SAMWEL MATOLO NGUTA & AKAMBA BUS SERVICES LIMITED v NDUNGU MWANGI NJUGUNA [2006] KEHC 2488 (KLR)
Full Case Text
REPUBLIC OF KENYA IN THE HIGH COURT OF KENYA AT ELDORET
Misc Civ Appli 57 of 2006
SAMWEL MATOLO NGUTA ………………………………………… 1ST APPLICANT
AKAMBA BUS SERVICES LIMITED …………........……………… 2ND APPLICANT
VERSUS
NDUNGU MWANGI NJUGUNA …………………………..………… RESPONDENT
R U L I N G
NDUNGU MWANGI NJUGUNA’s case against SAMWEL MATOLO NGUTA and AKAMBA BUS SERVICES LIMITED (CMCC No. 1463 of 2004), was determined on 16/1/2006 when the Senior Resident Magistrate delivered her judgment on the matter.
Being dissatisfied by the said judgment, Samwel Matolo Nguta and Akamba Bus Services Limited, who were the 1st and 2nd defendants in the aforementioned case, now wish to appeal against it, but they realise that they are late in doing so and they have now moved this Court in an application in which they seek an order inter alia for the enlargement of the time within which to file their appeal.
The two who I shall now refer to as “the applicants” also seek an order for stay of execution pending the hearing and determination of this application.
Among the Orders of the Civil Procedure Rules which these two applicants have moved the court is Order XXI rule 22 which stipulates that:
“(1) The court to which a decree has been sent for execution shall, upon sufficient cause being shown, stay the execution of such decree for a reasonable time to enable the judgment-debtor to apply to the court by which the decree was passed, or to any court having appellate jurisdiction in respect of the decree or the execution thereof, for an order to stay the execution, or for any other order relating to the decree or execution which might have been made by the court of first instance, or appellate court if execution has been issued thereby, or if application for execution has been made thereto.
(2) Where the property or person of the judgment-debtor has been seized under an execution, the court which issued the execution may order the restitution of such property or the discharge of such person pending the results of the application.

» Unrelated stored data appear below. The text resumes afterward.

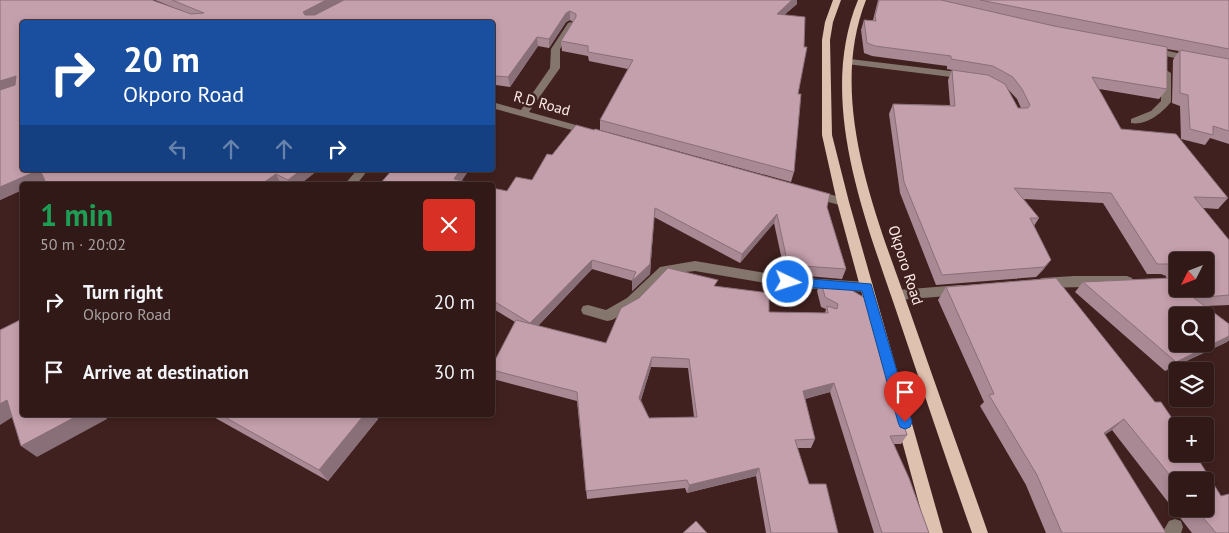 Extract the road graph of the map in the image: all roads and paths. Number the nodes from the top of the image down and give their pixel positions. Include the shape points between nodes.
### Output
1 (837, 0) edge
2 (862, 0) edge
3 (571, 25) edge
4 (1137, 48) edge
5 (1167, 53) junction
6 (1202, 60) edge
7 (850, 62) junction
8 (979, 78) edge
9 (495, 106) edge
10 (523, 114) junction
11 (1135, 121) dead end
12 (598, 134) edge
13 (361, 172) edge
14 (353, 182) edge
15 (805, 192) edge
16 (843, 202) junction
17 (1141, 281) edge
18 (1028, 284) edge
19 (867, 287) junction
20 (972, 289) edge
21 (898, 295) junction
22 (588, 310) dead end
23 (935, 533) edge
24 (980, 533) edge

1 - 16 main road via 826,40 825,118 829,150
2 - 7 main road, Okporo Road via 856,15
3 - 10 street via 552,55 555,68
4 - 5 street
5 - 6 street
5 - 11 street via 1166,102 1155,113
7 - 8 street
7 - 21 main road, Okporo Road via 853,146
9 - 10 street, R.D Road
10 - 12 street, R.D Road
13 - 14 street
15 - 16 street
16 - 19 main road
17 - 18 street
19 - 22 street via 788,282 695,266 664,270 632,302 607,316
19 - 23 main road
20 - 21 street
21 - 24 main road, Okporo Road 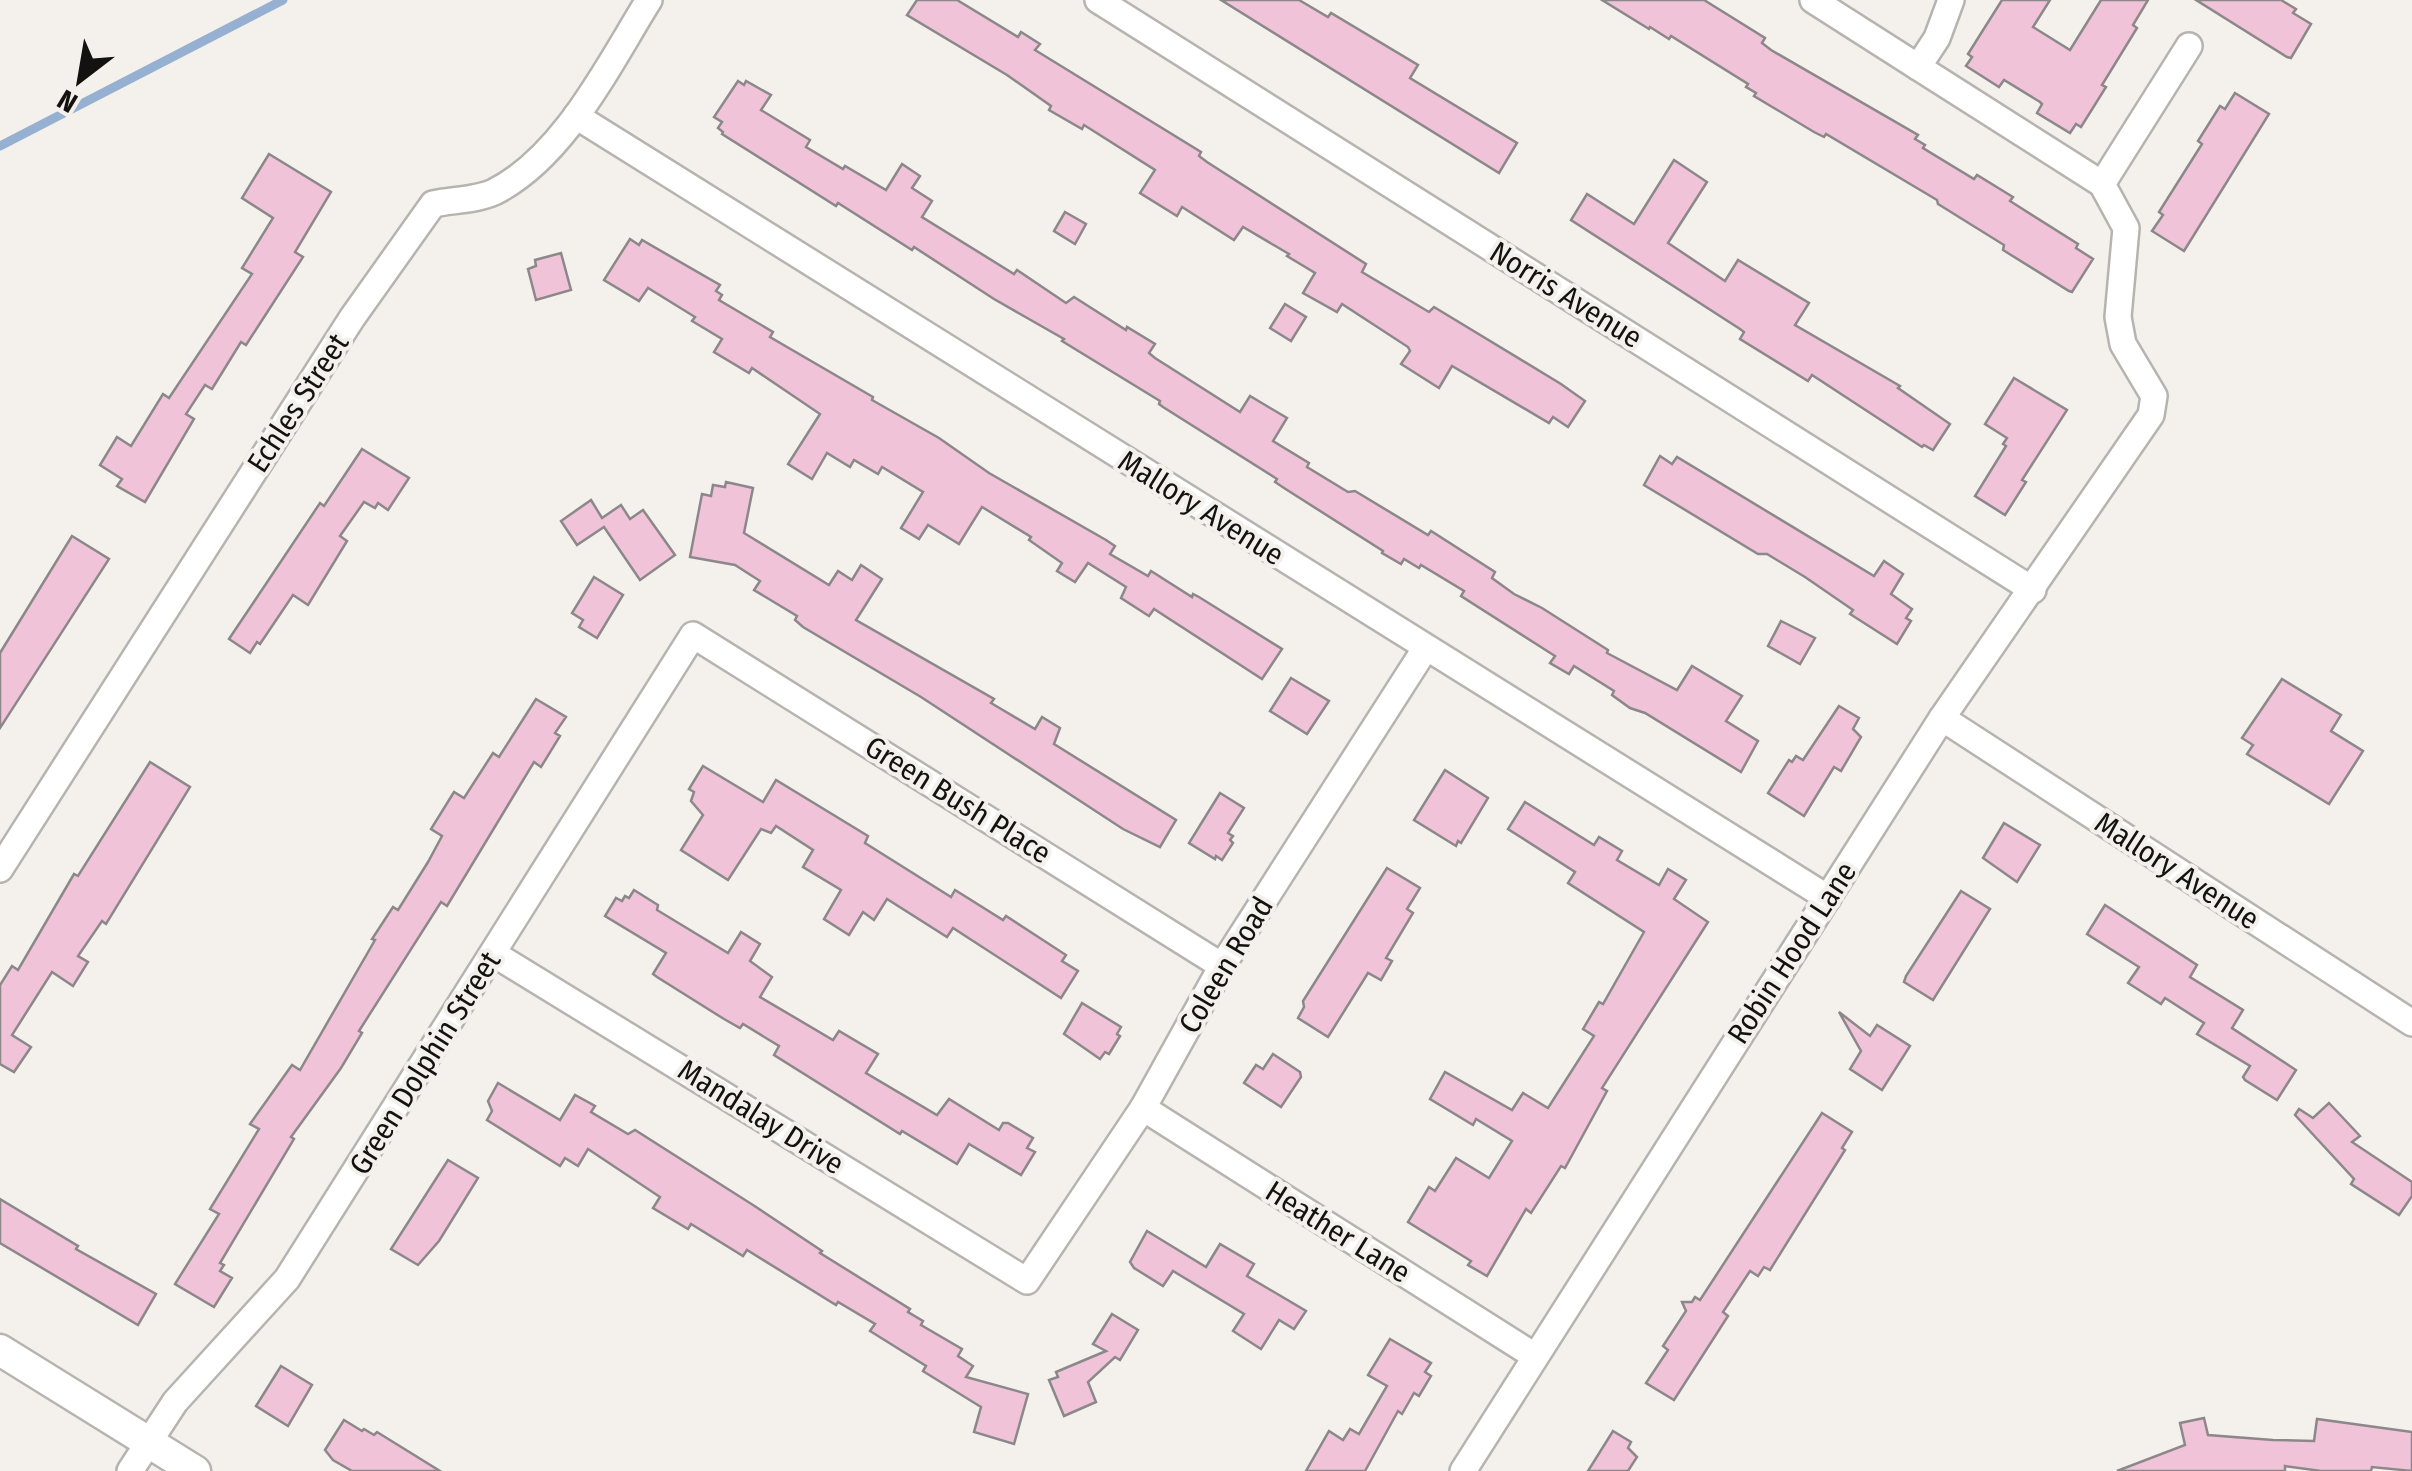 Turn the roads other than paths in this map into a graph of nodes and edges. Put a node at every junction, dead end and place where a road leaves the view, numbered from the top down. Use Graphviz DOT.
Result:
graph roads {
  1 [pos="649,0"];
  2 [pos="1098,0"];
  3 [pos="1813,0"];
  4 [pos="1952,0"];
  5 [pos="2189,46"];
  6 [pos="1918,67"];
  7 [pos="576,116"];
  8 [pos="2102,184"];
  9 [pos="2033,590"];
  10 [pos="693,635"];
  11 [pos="1425,650"];
  12 [pos="1942,718"];
  13 [pos="0,868"];
  14 [pos="1828,898"];
  15 [pos="494,954"];
  16 [pos="1222,966"];
  17 [pos="2412,1023"];
  18 [pos="1144,1108"];
  19 [pos="1027,1281"];
  20 [pos="0,1350"];
  21 [pos="1534,1356"];
  22 [pos="148,1442"];
  23 [pos="130,1471"];
  24 [pos="195,1471"];
  25 [pos="1463,1471"];
  1 -- 7 [label="street, Echles Street"];
  2 -- 9 [label="street, Norris Avenue"];
  3 -- 6 [label="street"];
  4 -- 6 [label="street"];
  5 -- 8 [label="street"];
  6 -- 8 [label="street"];
  7 -- 11 [label="street, Mallory Avenue"];
  7 -- 13 [label="street, Echles Street"];
  8 -- 9 [label="street, Robin Hood Lane"];
  9 -- 12 [label="street, Robin Hood Lane"];
  10 -- 15 [label="street, Green Dolphin Street"];
  10 -- 16 [label="street, Green Bush Place"];
  11 -- 14 [label="street, Mallory Avenue"];
  11 -- 16 [label="street, Coleen Road"];
  12 -- 14 [label="street, Robin Hood Lane"];
  12 -- 17 [label="street, Mallory Avenue"];
  14 -- 21 [label="street, Robin Hood Lane"];
  15 -- 19 [label="street, Mandalay Drive"];
  15 -- 22 [label="street, Green Dolphin Street"];
  16 -- 18 [label="street, Coleen Road"];
  18 -- 19 [label="street, Coleen Road"];
  18 -- 21 [label="street, Heather Lane"];
  20 -- 22 [label="street"];
  21 -- 25 [label="street, Robin Hood Lane"];
  22 -- 23 [label="street, Green Dolphin Street"];
  22 -- 24 [label="street"];
}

(3) Before making an order to stay execution or for the restitution of property or the discharge of the judgment-debtor the court may require such security from, or impose such conditions upon, the judgment-debtor as it thinks fit.”
It is important that I point out from the outset that Order XXI rule 22 can only apply where the execution process is being carried out by a court other than the one which issued the decree, which is not the position here. In the circumstances, the said rule cannot apply in this type of an application nor can it aid these applicants.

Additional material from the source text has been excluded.